Remember that the people were told to gather, cook and prepare the MANNA to be eaten on Shabbat BEFORE Shabbat.
In addition, they were commanded to not leave their dwelling places.
They were not to travel anywhere or really make any effort to do anything on the Sabbath.
Do you see the connection?
Gathering Manna on Shabbat was prohibited.
Hence, it would logically follow that gathering wood to start a fire was also prohibited.
Ultimately the actions of gathering wood and kindling a fire are inextricably linked because both of these actions are necessary to get a blaze going.
Let’s not forget that next to Yom Kippur, the 7th Day Sabbath was considered one of the most important observances of God’s specially appointed times.
Let’s move on to why if this was KARET didn’t God carry out the punishment instead of the men who He ordered to do the stoning.
Okay, we learn something interesting in this incident about the man being stoned to death for his high-handed sin.
What do we learn?
We learn that KARET violations involve both a civil aspect and a religious aspect.
Let me explain.
Stoning was the punishment for transgressing a civil law.

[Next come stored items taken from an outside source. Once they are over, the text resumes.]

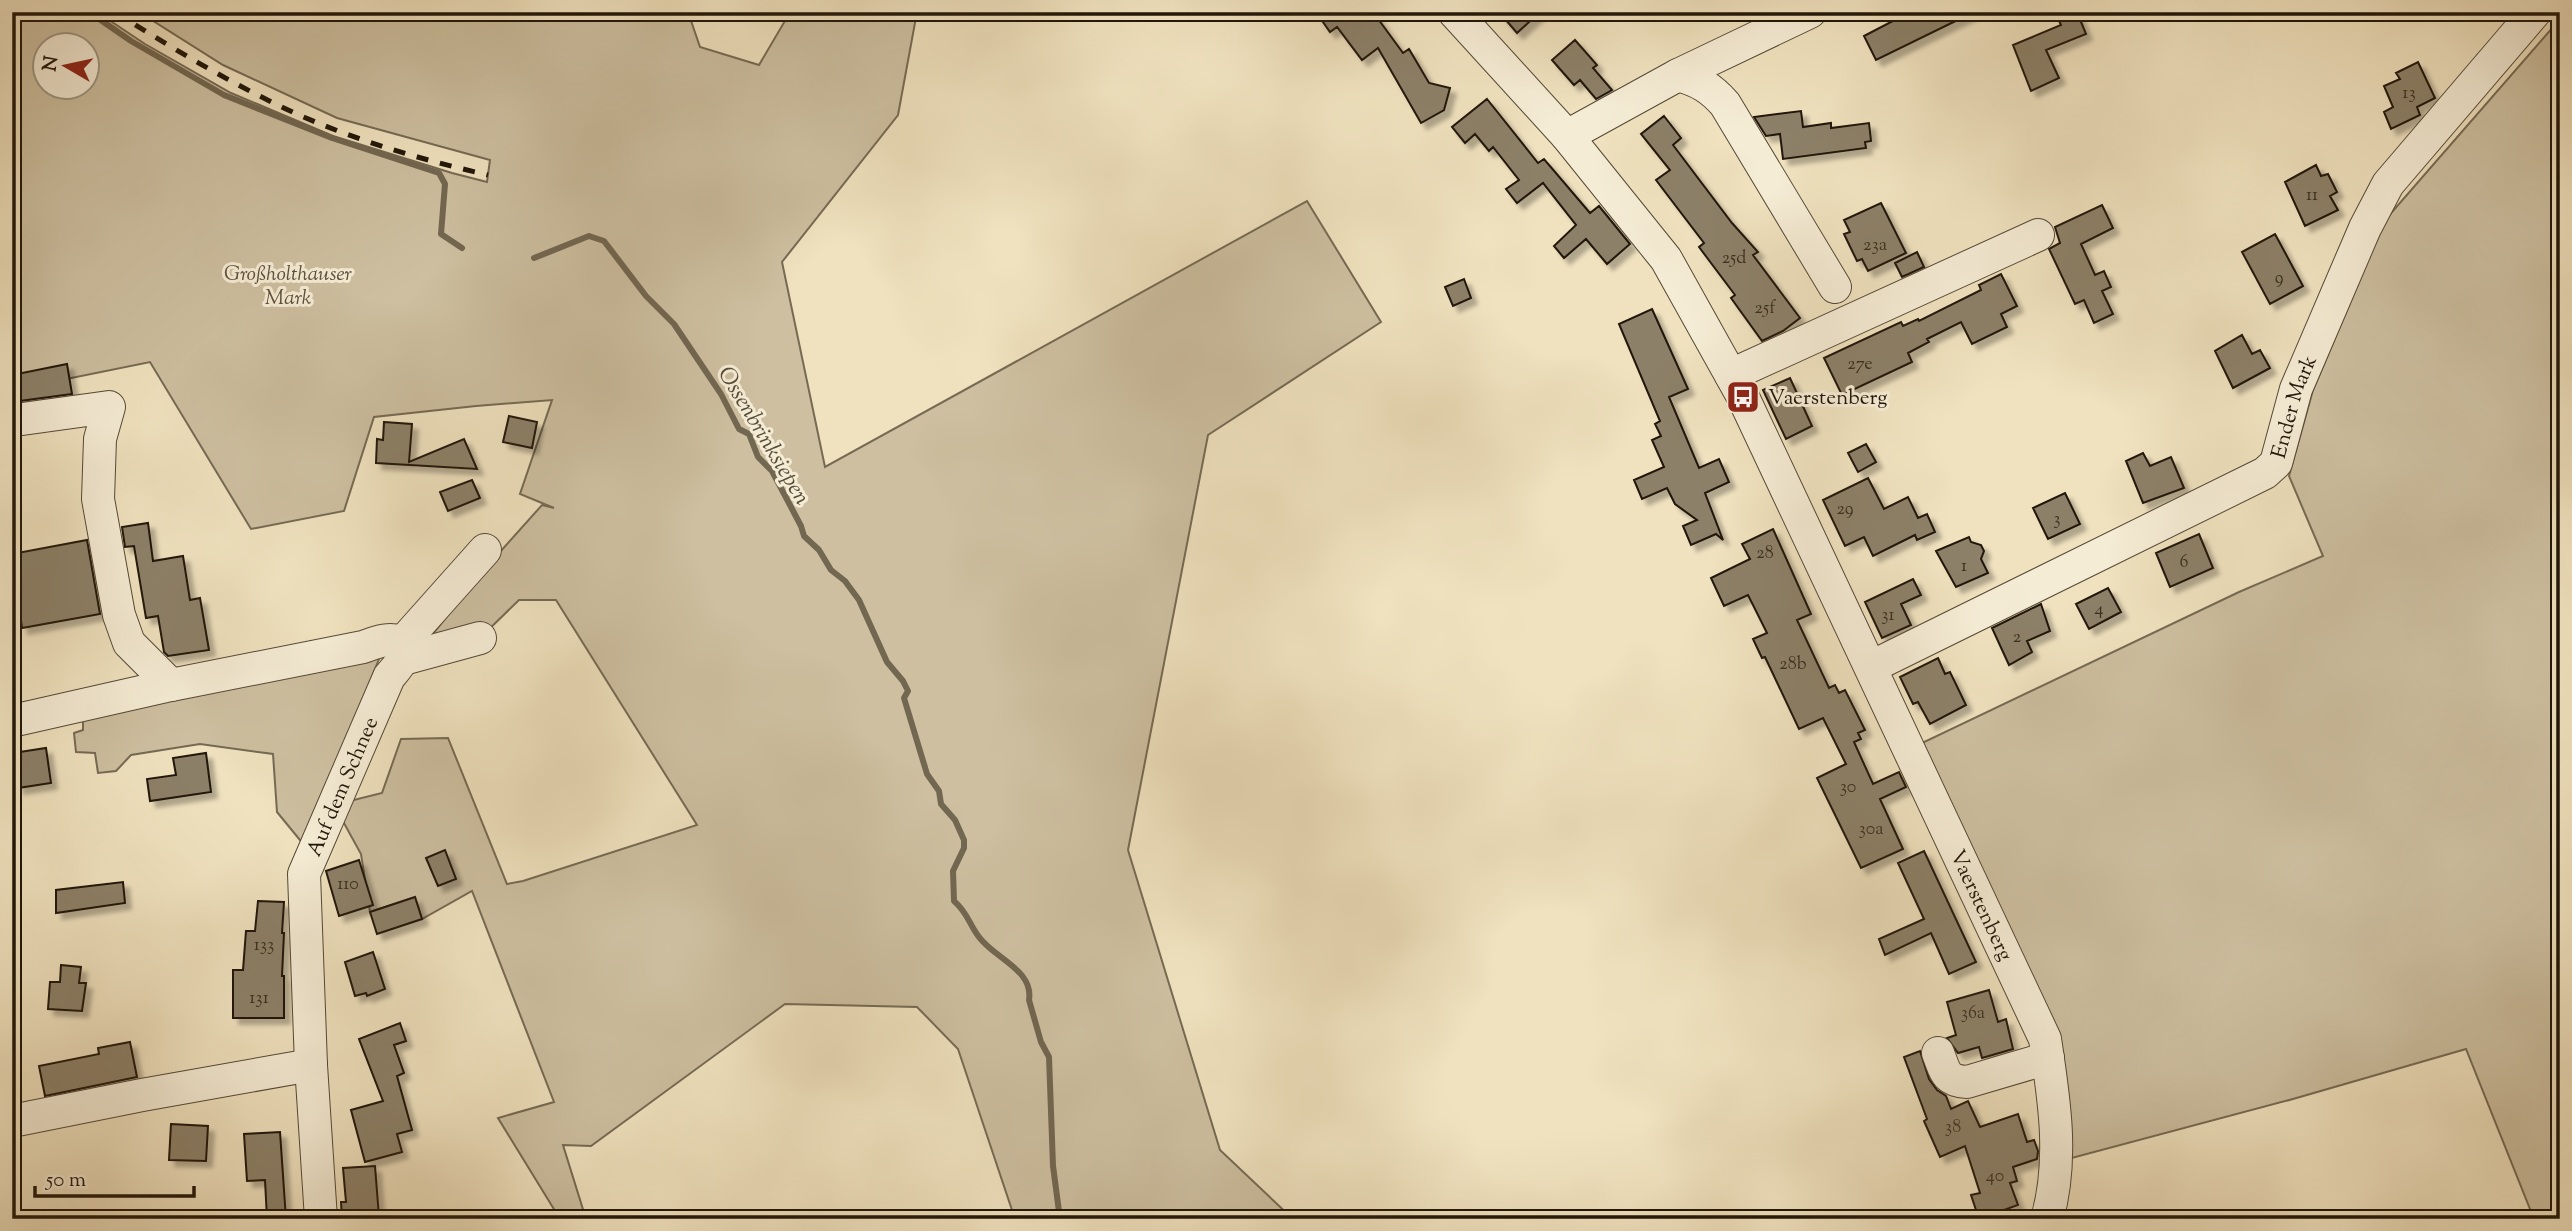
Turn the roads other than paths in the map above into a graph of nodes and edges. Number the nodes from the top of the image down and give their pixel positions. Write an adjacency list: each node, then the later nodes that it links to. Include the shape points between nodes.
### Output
1 (1454, 12): 5 (street, Vaerstenberg)
2 (1810, 12): 4 (street)
3 (2535, 12): 13 (street, Ender Mark, via 2388,184 2296,389 2276,463 2265,473)
4 (1678, 75): 5 (street); 7 (street, via 1705,85 1725,104)
5 (1567, 136): 8 (street, Vaerstenberg, via 1665,259)
6 (2038, 235): 8 (street)
7 (1835, 287)
8 (1731, 375): 13 (street, Vaerstenberg)
9 (15, 420): 14 (street, via 109,407 100,439 98,499 119,615 129,643)
10 (485, 550): 12 (street, Auf dem Schnee)
11 (480, 638): 12 (street)
12 (403, 651): 14 (street, via 392,639); 18 (street, Auf dem Schnee, via 305,867)
13 (1871, 667): 17 (street, Vaerstenberg, via 2045,1039)
14 (171, 685): 15 (street)
15 (12, 720)
16 (1938, 1052): 17 (street, via 1947,1075 1954,1082 1967,1083)
17 (2048, 1058): 21 (street, Vaerstenberg, via 2056,1163)
18 (311, 1065): 19 (street); 20 (street, Auf dem Schnee)
19 (12, 1121)
20 (321, 1219)
21 (2047, 1219)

And KARET was a divine punishment carried out by God Himself for breaking a religious law.
The fact that this man was stoned shows that some KARET violations involve both one’s physical execution at the hands of men and then afterwards spiritual execution after death.
Hence, we learn that for the most high-handed offenses against the Lord, there is death in this world and then a spiritual death afterwards.
Finally, this brings us the $60,000 question of whether KARET exists for the believer today.
I can’t say for sure.
But there are some verses in the BRIT HADASHAH that seem to hint that the possibility exists.
Check out these chilling verses from the Book of Hebrews.
“For if we deliberately continue to sin
after receiving the knowledge of the truth,
there no longer remains a sacrifice for sins,
but only the terrifying prospect of Judgment,
of raging fire that will consume the enemies.
Someone who disregards the Torah of Moshe
is put to death without mercy on the word
of two or three witnesses.
Think how much worse will be the punishment
deserved by someone who has trampled
underfoot the Son of God;
who has treated as something common
the blood of the covenant which made him holy;
and who has insulted the Spirit,
giver of God’s grace!”
I don’t know if you realize it but those verses above are simply a reiteration of the Torah concerning intentional or high-handed offenses against the Lord.
Don’t think that in Yeshua’s day, the understanding and application of intentional versus unintentional sins was something long gone.
These concepts were alive and well when Yeshua walked the earth.